**Question:**

From the top of a building AB, 60 m high, the angles of depression of the top and bottom of a vertical lamp post CD are observed to be 30° and 60° respectively. Find

(i) the horizontal distance between AB and CD

(ii) the height of the lamp post.

(iii) the difference between the heights of the building and the lamp post.

**Solution:**

Let $A B$ be the building of height 60 and $C D$ be the lamp post of height $h$, an angle of depression of the top and bottom of vertical lamp post are $30^{\circ}$ and $60^{\circ}$ respectively.

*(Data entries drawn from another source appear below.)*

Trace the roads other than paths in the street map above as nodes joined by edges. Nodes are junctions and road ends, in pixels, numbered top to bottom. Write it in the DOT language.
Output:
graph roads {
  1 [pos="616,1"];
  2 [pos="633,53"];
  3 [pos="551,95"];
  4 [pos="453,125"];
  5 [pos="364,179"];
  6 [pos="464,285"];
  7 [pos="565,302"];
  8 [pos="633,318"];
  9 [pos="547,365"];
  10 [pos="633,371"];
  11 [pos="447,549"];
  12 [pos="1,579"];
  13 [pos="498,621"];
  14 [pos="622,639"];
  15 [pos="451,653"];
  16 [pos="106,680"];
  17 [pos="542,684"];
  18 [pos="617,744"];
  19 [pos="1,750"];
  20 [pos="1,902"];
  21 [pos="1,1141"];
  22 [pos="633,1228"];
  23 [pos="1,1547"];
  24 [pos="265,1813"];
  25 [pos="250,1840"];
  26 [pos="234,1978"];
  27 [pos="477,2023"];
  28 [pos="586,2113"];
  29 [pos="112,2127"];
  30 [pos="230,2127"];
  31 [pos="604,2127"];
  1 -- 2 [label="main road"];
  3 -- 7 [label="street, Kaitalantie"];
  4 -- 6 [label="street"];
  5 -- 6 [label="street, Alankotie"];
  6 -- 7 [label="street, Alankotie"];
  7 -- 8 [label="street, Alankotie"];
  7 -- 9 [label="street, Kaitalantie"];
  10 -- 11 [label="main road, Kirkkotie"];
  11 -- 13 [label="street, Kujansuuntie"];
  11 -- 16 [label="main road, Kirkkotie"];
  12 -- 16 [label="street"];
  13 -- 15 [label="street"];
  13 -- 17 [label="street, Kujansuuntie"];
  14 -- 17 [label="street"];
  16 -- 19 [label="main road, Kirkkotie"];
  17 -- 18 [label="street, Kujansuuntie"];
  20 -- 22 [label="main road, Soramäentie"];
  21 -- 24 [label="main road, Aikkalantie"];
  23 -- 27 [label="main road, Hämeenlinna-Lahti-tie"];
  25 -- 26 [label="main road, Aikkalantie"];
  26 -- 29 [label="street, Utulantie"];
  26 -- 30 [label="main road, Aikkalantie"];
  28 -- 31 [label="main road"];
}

Let $A E=h, A C=x$ and $A C=E D$. It is also given $A B=60 \mathrm{~m}$. Then $B E=60-h$ And $\angle A C B=60^{\circ}, \angle B D E=30^{\circ}$

We have to find the following

(i) The horizontal distance between *AB* and *CD*

(ii) The height of lamp post

(iii) The difference between the heights of building and the lamp post

We have the corresponding figure as follows

(*i*) So we use trigonometric ratios.

$\ln \Delta A B C$

$\Rightarrow \quad \tan 60^{\circ}=\frac{A B}{A C}$

$\Rightarrow \quad \sqrt{3}=\frac{60}{x}$

$\Rightarrow \quad x=\frac{60}{\sqrt{3}}$

$\Rightarrow \quad x=34.64$

Hence the distance between $A B$ and $C D$ is $34.64$

(*ii*) Again in

$\Rightarrow \quad \tan 30^{\circ}=\frac{B E}{D E}$

$\Rightarrow \quad \frac{1}{\sqrt{3}}=\frac{60-h}{x}$

$\Rightarrow \quad \frac{60}{\sqrt{3}}=(60-h) \sqrt{3}$

$\Rightarrow \quad 60=180-3 h$

$\Rightarrow \quad 60=180-3 h$

$\Rightarrow \quad 3 h=120$

$\Rightarrow \quad 3 h=120$

$\Rightarrow \quad h=40$

Hence the height of lamp post is $40 \mathrm{~m}$.

(iii) Since BE $=60-h$

$\Rightarrow \quad B E=60-40$

$\Rightarrow \quad B E=20$

Hence the difference between height of building and lamp post is $20 \mathrm{~m}$.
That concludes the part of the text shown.